◆ Work instruction
In full and without changes, output the data.

◆ The data
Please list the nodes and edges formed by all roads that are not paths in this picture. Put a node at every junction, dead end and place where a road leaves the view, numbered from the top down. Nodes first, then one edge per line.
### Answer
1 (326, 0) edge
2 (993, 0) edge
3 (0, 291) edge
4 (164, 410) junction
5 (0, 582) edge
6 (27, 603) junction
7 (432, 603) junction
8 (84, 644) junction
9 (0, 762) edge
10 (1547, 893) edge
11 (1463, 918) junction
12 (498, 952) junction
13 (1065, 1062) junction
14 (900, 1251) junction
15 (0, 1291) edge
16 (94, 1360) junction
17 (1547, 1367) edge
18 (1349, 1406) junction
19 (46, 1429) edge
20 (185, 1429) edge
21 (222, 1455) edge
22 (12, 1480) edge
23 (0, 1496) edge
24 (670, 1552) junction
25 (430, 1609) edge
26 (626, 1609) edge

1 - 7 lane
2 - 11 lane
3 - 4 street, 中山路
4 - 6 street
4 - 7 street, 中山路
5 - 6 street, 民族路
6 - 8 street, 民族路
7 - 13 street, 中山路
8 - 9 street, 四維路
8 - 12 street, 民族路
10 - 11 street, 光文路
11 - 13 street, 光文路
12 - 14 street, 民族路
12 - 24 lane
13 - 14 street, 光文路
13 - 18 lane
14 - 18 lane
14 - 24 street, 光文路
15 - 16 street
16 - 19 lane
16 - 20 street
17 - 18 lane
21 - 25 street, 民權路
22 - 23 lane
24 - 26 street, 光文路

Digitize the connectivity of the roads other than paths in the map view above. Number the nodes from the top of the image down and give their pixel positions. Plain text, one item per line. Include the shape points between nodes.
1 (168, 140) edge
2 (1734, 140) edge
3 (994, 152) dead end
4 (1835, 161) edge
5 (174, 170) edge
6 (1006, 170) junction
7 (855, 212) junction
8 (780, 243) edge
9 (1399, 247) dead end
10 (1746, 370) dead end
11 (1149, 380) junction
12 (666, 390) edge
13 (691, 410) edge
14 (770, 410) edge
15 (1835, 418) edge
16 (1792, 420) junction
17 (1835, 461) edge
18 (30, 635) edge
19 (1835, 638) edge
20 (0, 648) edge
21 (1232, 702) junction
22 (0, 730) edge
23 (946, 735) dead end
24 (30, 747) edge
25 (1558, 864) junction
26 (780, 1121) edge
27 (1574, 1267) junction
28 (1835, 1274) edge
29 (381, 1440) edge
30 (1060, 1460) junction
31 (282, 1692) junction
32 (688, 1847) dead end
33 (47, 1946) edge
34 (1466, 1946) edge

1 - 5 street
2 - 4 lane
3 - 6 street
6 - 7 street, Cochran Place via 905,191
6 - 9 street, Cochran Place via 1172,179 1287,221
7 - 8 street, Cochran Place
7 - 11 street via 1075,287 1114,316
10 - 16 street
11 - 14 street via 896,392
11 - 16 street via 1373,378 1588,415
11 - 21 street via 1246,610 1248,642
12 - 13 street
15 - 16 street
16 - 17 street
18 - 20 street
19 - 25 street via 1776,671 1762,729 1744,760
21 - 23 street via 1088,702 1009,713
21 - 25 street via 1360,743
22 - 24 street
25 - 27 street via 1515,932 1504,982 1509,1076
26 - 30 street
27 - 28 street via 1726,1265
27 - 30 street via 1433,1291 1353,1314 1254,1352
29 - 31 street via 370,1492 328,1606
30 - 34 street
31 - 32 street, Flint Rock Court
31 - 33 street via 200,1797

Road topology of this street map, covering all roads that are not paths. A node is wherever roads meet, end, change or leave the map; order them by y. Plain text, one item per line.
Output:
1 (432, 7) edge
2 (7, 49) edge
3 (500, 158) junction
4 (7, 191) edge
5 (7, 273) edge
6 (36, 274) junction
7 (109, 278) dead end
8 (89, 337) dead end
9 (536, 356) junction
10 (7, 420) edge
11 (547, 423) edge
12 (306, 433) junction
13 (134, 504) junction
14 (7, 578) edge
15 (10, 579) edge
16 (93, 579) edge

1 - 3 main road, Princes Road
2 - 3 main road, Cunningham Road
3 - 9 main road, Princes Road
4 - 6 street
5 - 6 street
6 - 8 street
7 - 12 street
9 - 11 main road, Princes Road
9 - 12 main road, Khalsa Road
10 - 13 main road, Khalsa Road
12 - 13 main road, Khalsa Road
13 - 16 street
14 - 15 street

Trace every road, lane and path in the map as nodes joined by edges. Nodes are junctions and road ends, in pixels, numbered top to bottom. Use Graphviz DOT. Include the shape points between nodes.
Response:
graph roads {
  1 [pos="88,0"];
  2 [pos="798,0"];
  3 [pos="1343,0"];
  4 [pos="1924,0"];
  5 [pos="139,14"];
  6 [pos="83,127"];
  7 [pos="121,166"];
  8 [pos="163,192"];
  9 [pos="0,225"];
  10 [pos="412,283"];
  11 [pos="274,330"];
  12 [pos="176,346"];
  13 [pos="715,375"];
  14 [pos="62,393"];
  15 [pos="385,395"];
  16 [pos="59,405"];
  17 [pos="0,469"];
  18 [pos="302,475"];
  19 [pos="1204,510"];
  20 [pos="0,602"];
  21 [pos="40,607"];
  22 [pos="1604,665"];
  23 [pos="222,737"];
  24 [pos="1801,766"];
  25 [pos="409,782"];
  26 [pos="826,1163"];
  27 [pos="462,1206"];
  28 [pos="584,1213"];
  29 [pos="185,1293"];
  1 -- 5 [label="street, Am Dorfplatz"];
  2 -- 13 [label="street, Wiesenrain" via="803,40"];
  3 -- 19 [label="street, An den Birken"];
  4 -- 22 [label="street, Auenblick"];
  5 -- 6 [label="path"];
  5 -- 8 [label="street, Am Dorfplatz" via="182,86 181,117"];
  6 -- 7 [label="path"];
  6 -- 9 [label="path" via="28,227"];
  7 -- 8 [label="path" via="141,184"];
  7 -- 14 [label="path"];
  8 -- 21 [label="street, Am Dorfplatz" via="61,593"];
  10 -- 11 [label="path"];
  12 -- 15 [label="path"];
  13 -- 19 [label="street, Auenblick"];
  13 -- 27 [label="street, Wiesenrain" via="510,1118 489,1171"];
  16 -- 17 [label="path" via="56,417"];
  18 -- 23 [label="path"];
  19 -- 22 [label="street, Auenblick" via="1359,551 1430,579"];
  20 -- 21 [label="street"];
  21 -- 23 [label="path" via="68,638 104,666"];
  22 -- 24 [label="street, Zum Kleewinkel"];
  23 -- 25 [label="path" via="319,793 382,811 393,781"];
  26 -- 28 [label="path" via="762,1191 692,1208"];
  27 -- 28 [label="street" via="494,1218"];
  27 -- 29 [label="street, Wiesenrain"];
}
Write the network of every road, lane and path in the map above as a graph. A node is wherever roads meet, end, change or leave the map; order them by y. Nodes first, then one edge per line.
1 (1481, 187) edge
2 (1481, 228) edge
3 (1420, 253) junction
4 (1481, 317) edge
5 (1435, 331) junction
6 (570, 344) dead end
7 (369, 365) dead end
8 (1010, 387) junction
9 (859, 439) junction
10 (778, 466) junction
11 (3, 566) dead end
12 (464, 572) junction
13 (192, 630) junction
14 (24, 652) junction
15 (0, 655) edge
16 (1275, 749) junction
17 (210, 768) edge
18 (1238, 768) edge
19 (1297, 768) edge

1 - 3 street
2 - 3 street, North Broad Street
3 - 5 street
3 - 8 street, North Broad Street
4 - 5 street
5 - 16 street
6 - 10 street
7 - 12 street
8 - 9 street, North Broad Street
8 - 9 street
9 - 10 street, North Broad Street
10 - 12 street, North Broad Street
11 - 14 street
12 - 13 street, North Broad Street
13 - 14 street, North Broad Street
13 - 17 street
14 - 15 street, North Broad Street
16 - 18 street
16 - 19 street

◆ Output below
Please list the nodes and edges formed by all roads that are not paths in this picture. Put a node at every junction, dead end and place where a road leaves the view, numbered from the top down. Nodes first, then one edge per line.
### Answer
1 (326, 0) edge
2 (993, 0) edge
3 (0, 291) edge
4 (164, 410) junction
5 (0, 582) edge
6 (27, 603) junction
7 (432, 603) junction
8 (84, 644) junction
9 (0, 762) edge
10 (1547, 893) edge
11 (1463, 918) junction
12 (498, 952) junction
13 (1065, 1062) junction
14 (900, 1251) junction
15 (0, 1291) edge
16 (94, 1360) junction
17 (1547, 1367) edge
18 (1349, 1406) junction
19 (46, 1429) edge
20 (185, 1429) edge
21 (222, 1455) edge
22 (12, 1480) edge
23 (0, 1496) edge
24 (670, 1552) junction
25 (430, 1609) edge
26 (626, 1609) edge

1 - 7 lane
2 - 11 lane
3 - 4 street, 中山路
4 - 6 street
4 - 7 street, 中山路
5 - 6 street, 民族路
6 - 8 street, 民族路
7 - 13 street, 中山路
8 - 9 street, 四維路
8 - 12 street, 民族路
10 - 11 street, 光文路
11 - 13 street, 光文路
12 - 14 street, 民族路
12 - 24 lane
13 - 14 street, 光文路
13 - 18 lane
14 - 18 lane
14 - 24 street, 光文路
15 - 16 street
16 - 19 lane
16 - 20 street
17 - 18 lane
21 - 25 street, 民權路
22 - 23 lane
24 - 26 street, 光文路

Digitize the connectivity of the roads other than paths in the map view above. Number the nodes from the top of the image down and give their pixel positions. Plain text, one item per line. Include the shape points between nodes.
1 (168, 140) edge
2 (1734, 140) edge
3 (994, 152) dead end
4 (1835, 161) edge
5 (174, 170) edge
6 (1006, 170) junction
7 (855, 212) junction
8 (780, 243) edge
9 (1399, 247) dead end
10 (1746, 370) dead end
11 (1149, 380) junction
12 (666, 390) edge
13 (691, 410) edge
14 (770, 410) edge
15 (1835, 418) edge
16 (1792, 420) junction
17 (1835, 461) edge
18 (30, 635) edge
19 (1835, 638) edge
20 (0, 648) edge
21 (1232, 702) junction
22 (0, 730) edge
23 (946, 735) dead end
24 (30, 747) edge
25 (1558, 864) junction
26 (780, 1121) edge
27 (1574, 1267) junction
28 (1835, 1274) edge
29 (381, 1440) edge
30 (1060, 1460) junction
31 (282, 1692) junction
32 (688, 1847) dead end
33 (47, 1946) edge
34 (1466, 1946) edge

1 - 5 street
2 - 4 lane
3 - 6 street
6 - 7 street, Cochran Place via 905,191
6 - 9 street, Cochran Place via 1172,179 1287,221
7 - 8 street, Cochran Place
7 - 11 street via 1075,287 1114,316
10 - 16 street
11 - 14 street via 896,392
11 - 16 street via 1373,378 1588,415
11 - 21 street via 1246,610 1248,642
12 - 13 street
15 - 16 street
16 - 17 street
18 - 20 street
19 - 25 street via 1776,671 1762,729 1744,760
21 - 23 street via 1088,702 1009,713
21 - 25 street via 1360,743
22 - 24 street
25 - 27 street via 1515,932 1504,982 1509,1076
26 - 30 street
27 - 28 street via 1726,1265
27 - 30 street via 1433,1291 1353,1314 1254,1352
29 - 31 street via 370,1492 328,1606
30 - 34 street
31 - 32 street, Flint Rock Court
31 - 33 street via 200,1797

Road topology of this street map, covering all roads that are not paths. A node is wherever roads meet, end, change or leave the map; order them by y. Plain text, one item per line.
Output:
1 (432, 7) edge
2 (7, 49) edge
3 (500, 158) junction
4 (7, 191) edge
5 (7, 273) edge
6 (36, 274) junction
7 (109, 278) dead end
8 (89, 337) dead end
9 (536, 356) junction
10 (7, 420) edge
11 (547, 423) edge
12 (306, 433) junction
13 (134, 504) junction
14 (7, 578) edge
15 (10, 579) edge
16 (93, 579) edge

1 - 3 main road, Princes Road
2 - 3 main road, Cunningham Road
3 - 9 main road, Princes Road
4 - 6 street
5 - 6 street
6 - 8 street
7 - 12 street
9 - 11 main road, Princes Road
9 - 12 main road, Khalsa Road
10 - 13 main road, Khalsa Road
12 - 13 main road, Khalsa Road
13 - 16 street
14 - 15 street

Trace every road, lane and path in the map as nodes joined by edges. Nodes are junctions and road ends, in pixels, numbered top to bottom. Use Graphviz DOT. Include the shape points between nodes.
Response:
graph roads {
  1 [pos="88,0"];
  2 [pos="798,0"];
  3 [pos="1343,0"];
  4 [pos="1924,0"];
  5 [pos="139,14"];
  6 [pos="83,127"];
  7 [pos="121,166"];
  8 [pos="163,192"];
  9 [pos="0,225"];
  10 [pos="412,283"];
  11 [pos="274,330"];
  12 [pos="176,346"];
  13 [pos="715,375"];
  14 [pos="62,393"];
  15 [pos="385,395"];
  16 [pos="59,405"];
  17 [pos="0,469"];
  18 [pos="302,475"];
  19 [pos="1204,510"];
  20 [pos="0,602"];
  21 [pos="40,607"];
  22 [pos="1604,665"];
  23 [pos="222,737"];
  24 [pos="1801,766"];
  25 [pos="409,782"];
  26 [pos="826,1163"];
  27 [pos="462,1206"];
  28 [pos="584,1213"];
  29 [pos="185,1293"];
  1 -- 5 [label="street, Am Dorfplatz"];
  2 -- 13 [label="street, Wiesenrain" via="803,40"];
  3 -- 19 [label="street, An den Birken"];
  4 -- 22 [label="street, Auenblick"];
  5 -- 6 [label="path"];
  5 -- 8 [label="street, Am Dorfplatz" via="182,86 181,117"];
  6 -- 7 [label="path"];
  6 -- 9 [label="path" via="28,227"];
  7 -- 8 [label="path" via="141,184"];
  7 -- 14 [label="path"];
  8 -- 21 [label="street, Am Dorfplatz" via="61,593"];
  10 -- 11 [label="path"];
  12 -- 15 [label="path"];
  13 -- 19 [label="street, Auenblick"];
  13 -- 27 [label="street, Wiesenrain" via="510,1118 489,1171"];
  16 -- 17 [label="path" via="56,417"];
  18 -- 23 [label="path"];
  19 -- 22 [label="street, Auenblick" via="1359,551 1430,579"];
  20 -- 21 [label="street"];
  21 -- 23 [label="path" via="68,638 104,666"];
  22 -- 24 [label="street, Zum Kleewinkel"];
  23 -- 25 [label="path" via="319,793 382,811 393,781"];
  26 -- 28 [label="path" via="762,1191 692,1208"];
  27 -- 28 [label="street" via="494,1218"];
  27 -- 29 [label="street, Wiesenrain"];
}
Write the network of every road, lane and path in the map above as a graph. A node is wherever roads meet, end, change or leave the map; order them by y. Nodes first, then one edge per line.
1 (1481, 187) edge
2 (1481, 228) edge
3 (1420, 253) junction
4 (1481, 317) edge
5 (1435, 331) junction
6 (570, 344) dead end
7 (369, 365) dead end
8 (1010, 387) junction
9 (859, 439) junction
10 (778, 466) junction
11 (3, 566) dead end
12 (464, 572) junction
13 (192, 630) junction
14 (24, 652) junction
15 (0, 655) edge
16 (1275, 749) junction
17 (210, 768) edge
18 (1238, 768) edge
19 (1297, 768) edge

1 - 3 street
2 - 3 street, North Broad Street
3 - 5 street
3 - 8 street, North Broad Street
4 - 5 street
5 - 16 street
6 - 10 street
7 - 12 street
8 - 9 street, North Broad Street
8 - 9 street
9 - 10 street, North Broad Street
10 - 12 street, North Broad Street
11 - 14 street
12 - 13 street, North Broad Street
13 - 14 street, North Broad Street
13 - 17 street
14 - 15 street, North Broad Street
16 - 18 street
16 - 19 street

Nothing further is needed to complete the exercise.